--- Data for review ---

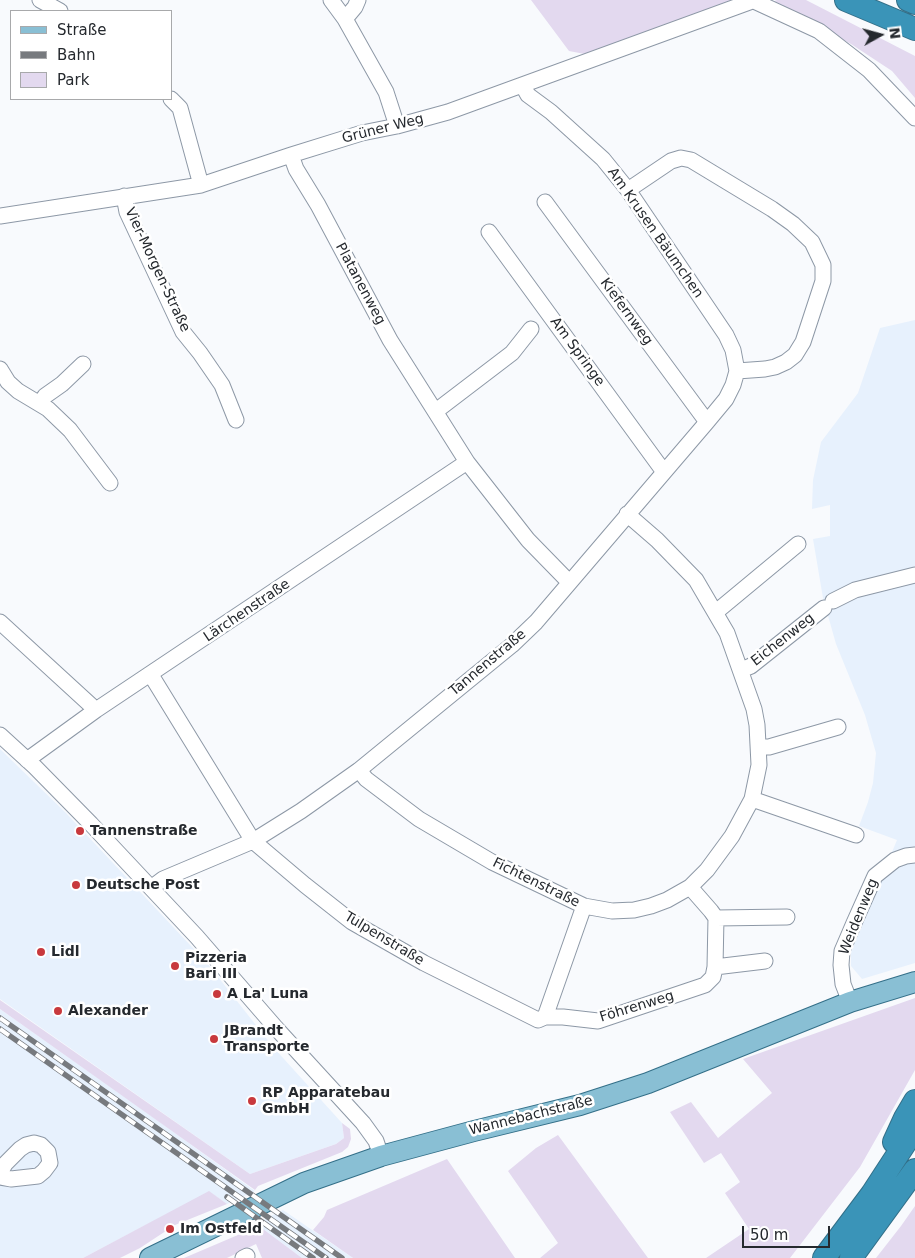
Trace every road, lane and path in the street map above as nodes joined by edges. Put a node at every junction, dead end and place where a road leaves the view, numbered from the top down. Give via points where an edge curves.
1 (40, 0) edge
2 (331, 0) edge
3 (358, 0) edge
4 (754, 0) edge
5 (846, 0) edge
6 (908, 0) edge
7 (915, 3) edge
8 (58, 10) edge
9 (879, 15) junction
10 (345, 19) junction
11 (915, 29) edge
12 (915, 38) edge
13 (523, 86) junction
14 (172, 100) edge
15 (915, 118) edge
16 (397, 126) junction
17 (291, 155) junction
18 (201, 185) junction
19 (628, 190) junction
20 (124, 196) junction
21 (545, 202) dead end
22 (0, 216) edge
23 (490, 232) dead end
24 (531, 329) dead end
25 (83, 364) dead end
26 (0, 369) edge
27 (737, 371) junction
28 (40, 403) junction
29 (436, 411) junction
30 (236, 420) dead end
31 (707, 422) junction
32 (467, 462) junction
33 (664, 472) junction
34 (110, 483) dead end
35 (628, 514) junction
36 (798, 544) dead end
37 (915, 575) edge
38 (569, 582) junction
39 (716, 612) junction
40 (0, 622) edge
41 (741, 670) junction
42 (151, 675) junction
43 (96, 710) junction
44 (838, 727) dead end
45 (0, 735) edge
46 (759, 748) junction
47 (27, 760) junction
48 (359, 770) junction
49 (752, 799) junction
50 (856, 835) dead end
51 (253, 840) junction
52 (915, 855) edge
53 (690, 887) junction
54 (151, 888) junction
55 (584, 906) junction
56 (716, 918) junction
57 (787, 918) dead end
58 (765, 961) dead end
59 (715, 967) junction
60 (915, 982) edge
61 (850, 1002) junction
62 (545, 1017) junction
63 (915, 1101) edge
64 (915, 1128) edge
65 (381, 1156) junction
66 (915, 1170) edge
67 (0, 1173) edge
68 (0, 1177) edge
69 (872, 1194) junction
70 (150, 1258) edge
71 (824, 1258) edge
72 (851, 1258) edge

1 - 8 street
2 - 10 street
3 - 10 street
4 - 13 street, Grüner Weg
4 - 15 street via 819,31 869,70
5 - 9 highway
6 - 7 highway
9 - 11 highway
9 - 12 highway
10 - 16 street via 386,92
13 - 16 street, Grüner Weg
13 - 19 street, Am Krusen Bäumchen via 528,95 588,145
14 - 18 street via 180,108
16 - 17 street, Grüner Weg
17 - 18 street, Grüner Weg
17 - 29 street, Platanenweg via 296,170 390,340
18 - 20 street, Grüner Weg
19 - 27 street, Am Krusen Bäumchen via 726,335
19 - 27 street via 671,162 681,158 691,160 772,209 812,242 823,266 823,281 803,342 786,362 765,369
20 - 22 street, Grüner Weg
20 - 30 street, Vier-Morgen-Straße via 127,212 183,332 222,385
21 - 31 street, Kiefernweg
23 - 33 street, Am Springe
24 - 29 street via 512,353
25 - 28 street
26 - 28 street via 18,391
27 - 31 street, Tannenstraße via 734,385
28 - 34 street via 70,430
29 - 32 street, Platanenweg
31 - 33 street, Tannenstraße
32 - 38 street, Platanenweg via 528,540
32 - 42 street, Lärchenstraße
33 - 35 street, Tannenstraße
35 - 38 street, Tannenstraße
35 - 39 street, Fichtenstraße via 696,580
36 - 39 street
37 - 41 street, Eichenweg via 855,590 829,604 751,666
38 - 48 street, Tannenstraße via 512,645
39 - 41 street, Fichtenstraße
40 - 43 street
41 - 46 street, Fichtenstraße via 754,709
42 - 43 street, Lärchenstraße
42 - 51 street, Tulpenstraße
43 - 47 street, Lärchenstraße
44 - 46 street
45 - 47 street
46 - 49 street, Fichtenstraße
47 - 54 street
48 - 51 street, Tannenstraße
48 - 55 street, Fichtenstraße via 419,820 492,862
49 - 50 street
49 - 53 street, Fichtenstraße via 720,855
51 - 54 street, Tannenstraße via 163,879
51 - 62 street, Tulpenstraße via 352,922 424,963 538,1020
52 - 61 street, Weidenweg via 894,860 875,876 854,923 842,951 841,965 843,984
53 - 55 street, Fichtenstraße via 668,900 634,910 612,911
53 - 56 street
54 - 65 street via 363,1123 376,1141
55 - 62 street
56 - 57 street
56 - 59 street
58 - 59 street
59 - 62 street, Föhrenweg via 713,976 705,985 598,1021
60 - 61 main road, Wannebachstraße
61 - 65 main road, Wannebachstraße via 648,1083 580,1105
63 - 69 highway
64 - 69 highway
65 - 70 main road, Wannebachstraße via 304,1183
66 - 72 highway
67 - 68 street via 26,1145 41,1144 48,1152 50,1163 38,1176
69 - 71 highway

--- How to complete this task ---
All of the material above is to be retyped exactly, with no pictures included.

--- Response box ---
Trace every road, lane and path in the street map above as nodes joined by edges. Put a node at every junction, dead end and place where a road leaves the view, numbered from the top down. Give via points where an edge curves.
1 (40, 0) edge
2 (331, 0) edge
3 (358, 0) edge
4 (754, 0) edge
5 (846, 0) edge
6 (908, 0) edge
7 (915, 3) edge
8 (58, 10) edge
9 (879, 15) junction
10 (345, 19) junction
11 (915, 29) edge
12 (915, 38) edge
13 (523, 86) junction
14 (172, 100) edge
15 (915, 118) edge
16 (397, 126) junction
17 (291, 155) junction
18 (201, 185) junction
19 (628, 190) junction
20 (124, 196) junction
21 (545, 202) dead end
22 (0, 216) edge
23 (490, 232) dead end
24 (531, 329) dead end
25 (83, 364) dead end
26 (0, 369) edge
27 (737, 371) junction
28 (40, 403) junction
29 (436, 411) junction
30 (236, 420) dead end
31 (707, 422) junction
32 (467, 462) junction
33 (664, 472) junction
34 (110, 483) dead end
35 (628, 514) junction
36 (798, 544) dead end
37 (915, 575) edge
38 (569, 582) junction
39 (716, 612) junction
40 (0, 622) edge
41 (741, 670) junction
42 (151, 675) junction
43 (96, 710) junction
44 (838, 727) dead end
45 (0, 735) edge
46 (759, 748) junction
47 (27, 760) junction
48 (359, 770) junction
49 (752, 799) junction
50 (856, 835) dead end
51 (253, 840) junction
52 (915, 855) edge
53 (690, 887) junction
54 (151, 888) junction
55 (584, 906) junction
56 (716, 918) junction
57 (787, 918) dead end
58 (765, 961) dead end
59 (715, 967) junction
60 (915, 982) edge
61 (850, 1002) junction
62 (545, 1017) junction
63 (915, 1101) edge
64 (915, 1128) edge
65 (381, 1156) junction
66 (915, 1170) edge
67 (0, 1173) edge
68 (0, 1177) edge
69 (872, 1194) junction
70 (150, 1258) edge
71 (824, 1258) edge
72 (851, 1258) edge

1 - 8 street
2 - 10 street
3 - 10 street
4 - 13 street, Grüner Weg
4 - 15 street via 819,31 869,70
5 - 9 highway
6 - 7 highway
9 - 11 highway
9 - 12 highway
10 - 16 street via 386,92
13 - 16 street, Grüner Weg
13 - 19 street, Am Krusen Bäumchen via 528,95 588,145
14 - 18 street via 180,108
16 - 17 street, Grüner Weg
17 - 18 street, Grüner Weg
17 - 29 street, Platanenweg via 296,170 390,340
18 - 20 street, Grüner Weg
19 - 27 street, Am Krusen Bäumchen via 726,335
19 - 27 street via 671,162 681,158 691,160 772,209 812,242 823,266 823,281 803,342 786,362 765,369
20 - 22 street, Grüner Weg
20 - 30 street, Vier-Morgen-Straße via 127,212 183,332 222,385
21 - 31 street, Kiefernweg
23 - 33 street, Am Springe
24 - 29 street via 512,353
25 - 28 street
26 - 28 street via 18,391
27 - 31 street, Tannenstraße via 734,385
28 - 34 street via 70,430
29 - 32 street, Platanenweg
31 - 33 street, Tannenstraße
32 - 38 street, Platanenweg via 528,540
32 - 42 street, Lärchenstraße
33 - 35 street, Tannenstraße
35 - 38 street, Tannenstraße
35 - 39 street, Fichtenstraße via 696,580
36 - 39 street
37 - 41 street, Eichenweg via 855,590 829,604 751,666
38 - 48 street, Tannenstraße via 512,645
39 - 41 street, Fichtenstraße
40 - 43 street
41 - 46 street, Fichtenstraße via 754,709
42 - 43 street, Lärchenstraße
42 - 51 street, Tulpenstraße
43 - 47 street, Lärchenstraße
44 - 46 street
45 - 47 street
46 - 49 street, Fichtenstraße
47 - 54 street
48 - 51 street, Tannenstraße
48 - 55 street, Fichtenstraße via 419,820 492,862
49 - 50 street
49 - 53 street, Fichtenstraße via 720,855
51 - 54 street, Tannenstraße via 163,879
51 - 62 street, Tulpenstraße via 352,922 424,963 538,1020
52 - 61 street, Weidenweg via 894,860 875,876 854,923 842,951 841,965 843,984
53 - 55 street, Fichtenstraße via 668,900 634,910 612,911
53 - 56 street
54 - 65 street via 363,1123 376,1141
55 - 62 street
56 - 57 street
56 - 59 street
58 - 59 street
59 - 62 street, Föhrenweg via 713,976 705,985 598,1021
60 - 61 main road, Wannebachstraße
61 - 65 main road, Wannebachstraße via 648,1083 580,1105
63 - 69 highway
64 - 69 highway
65 - 70 main road, Wannebachstraße via 304,1183
66 - 72 highway
67 - 68 street via 26,1145 41,1144 48,1152 50,1163 38,1176
69 - 71 highway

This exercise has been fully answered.